The Northern Ireland pricing structure does not fully differentiate between high and low quality milk. It has been calculated that many producers with high solids content on average get less per kilogram of solids than those producing a more watery product, in fact some might say there is a focus on volume in Northern Ireland.

Cows’ milk consists of c.87.5 percent water and c.12.5 percent dry substance (including components such as butter fat and protein).

The key is attaching value to the dry substance which is suspended or dissolved in the water. In our example we will consider butter fat. When the base price of milk rises and remains high, volumes inevitably increase, where farmers are chasing litres rather than butter fat, when no incentive exists. Instead, the increased volume of milk will need to be processed, leading to downward pressure on price in the event of any imbalance of supply and demand.

A processor needs to send the right price signals to the primary producer. Consider the GB processor Barbers, who last month announced an increase in their butter fat payment, effectively providing their farmers with a clear market signal via this incentive.

Milk with a low compositional quality costs more to process. The yield per litre of milk processed increases with higher constitutional quality and it costs less per tonne to manufacture than to transport, leading to gains for both producer and processor.

The challenge is how to evolve a payment system where a farmer is paid for milk quality.
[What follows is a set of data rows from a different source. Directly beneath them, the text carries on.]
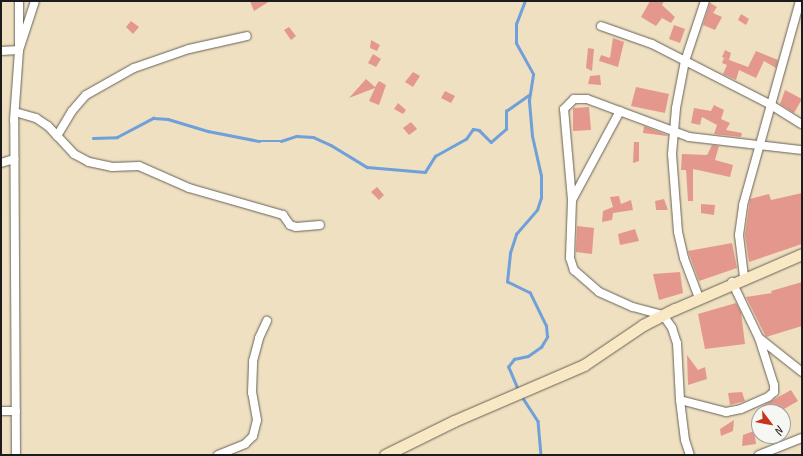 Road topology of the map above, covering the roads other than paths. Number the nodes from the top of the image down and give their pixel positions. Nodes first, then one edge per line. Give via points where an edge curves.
1 (19, 1) edge
2 (35, 1) edge
3 (705, 1) edge
4 (800, 1) edge
5 (601, 26) dead end
6 (246, 36) dead end
7 (19, 50) junction
8 (1, 51) edge
9 (685, 60) junction
10 (771, 105) junction
11 (620, 111) junction
12 (15, 112) junction
13 (802, 124) edge
14 (673, 132) junction
15 (57, 136) junction
16 (758, 147) junction
17 (802, 150) edge
18 (14, 158) junction
19 (1, 162) edge
20 (572, 200) junction
21 (320, 225) dead end
22 (802, 254) edge
23 (744, 277) junction
24 (732, 282) junction
25 (699, 298) junction
26 (663, 315) junction
27 (267, 321) dead end
28 (759, 338) junction
29 (802, 372) edge
30 (680, 400) junction
31 (1, 411) edge
32 (16, 411) junction
33 (802, 438) edge
34 (16, 455) edge
35 (218, 455) edge
36 (385, 455) edge
37 (690, 455) edge
38 (759, 455) edge

1 - 7 street
2 - 7 street
3 - 9 street
4 - 10 street
5 - 9 street via 652,44
6 - 15 street via 190,49 134,68 86,95 72,111
7 - 8 street
7 - 12 street
9 - 10 street
9 - 14 street
10 - 13 street
10 - 16 street
11 - 14 street
11 - 20 street
11 - 20 street via 587,99 574,99 564,109
12 - 15 street via 36,118
12 - 18 street
14 - 16 street
14 - 25 street via 674,202 678,232 684,258
15 - 21 street via 74,154 89,162 112,167 139,166 189,188 283,215 290,225 296,228
16 - 17 street
16 - 23 street via 739,224
18 - 19 street
18 - 32 street
20 - 26 street via 569,233 570,258 574,270 599,292 633,307
22 - 23 street
23 - 24 street
24 - 25 street
24 - 28 street
25 - 26 street
26 - 30 street via 677,343
26 - 36 street via 643,325 584,365
27 - 35 street via 258,338 253,361 252,394 257,420 253,436 245,444
28 - 29 street
28 - 30 street via 774,385 774,392 768,397 741,409 726,412
30 - 37 street via 685,440
31 - 32 street
32 - 34 street
33 - 38 street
Constituent Pricing is the pricing of milk on the basis of component quality. Higher compositional quality of milk provides the potential to produce more tonnes of dairy products from current factory capacity. Analysis has indicated that Constituent Pricing will increase the value of the milk pool over time to benefit all dairy farmers. As well as ensuring sustainability at farm level, Constituent Pricing would allow accurate control of unit costs of milk per kilogram of the final product. Another dual “win-win.”

There are barriers which need to be overcome, with no instant fix and this could take years to implement. Challenges exist in terms of estimating component values, with varying calculations according to the NI product mix. However, the biggest challenge would be how to ensure a synchronised move when the time is right amongst key decision makers.

Resolution to these barriers and challenges means that we could see dairy farmers paid on constituents rather than volume, adding value to the milk pool, meaning an improved milk cheque and leading to a more competitive dairy industry. We need to build upon the growing impetus on the ground and expand the debate and discussion. Producers should be allowed the opportunity to see what Constituent Pricing could mean for them.

In the coming weeks, the UFU will be meeting industry experts to look into addressing these barriers, and widen the debate and look at every option. But what is clear, is that now is the time for Northern Ireland dairy farmers to consider all pricing options to ensure we have a sustainable and competitive industry to tackle the challenges ahead.

Dairy consultant, Ronald Akkerman recently said that UK dairy farmers have never received the market value of the milk solids produced and urged that “dairy farmers should take charge of their own destiny”.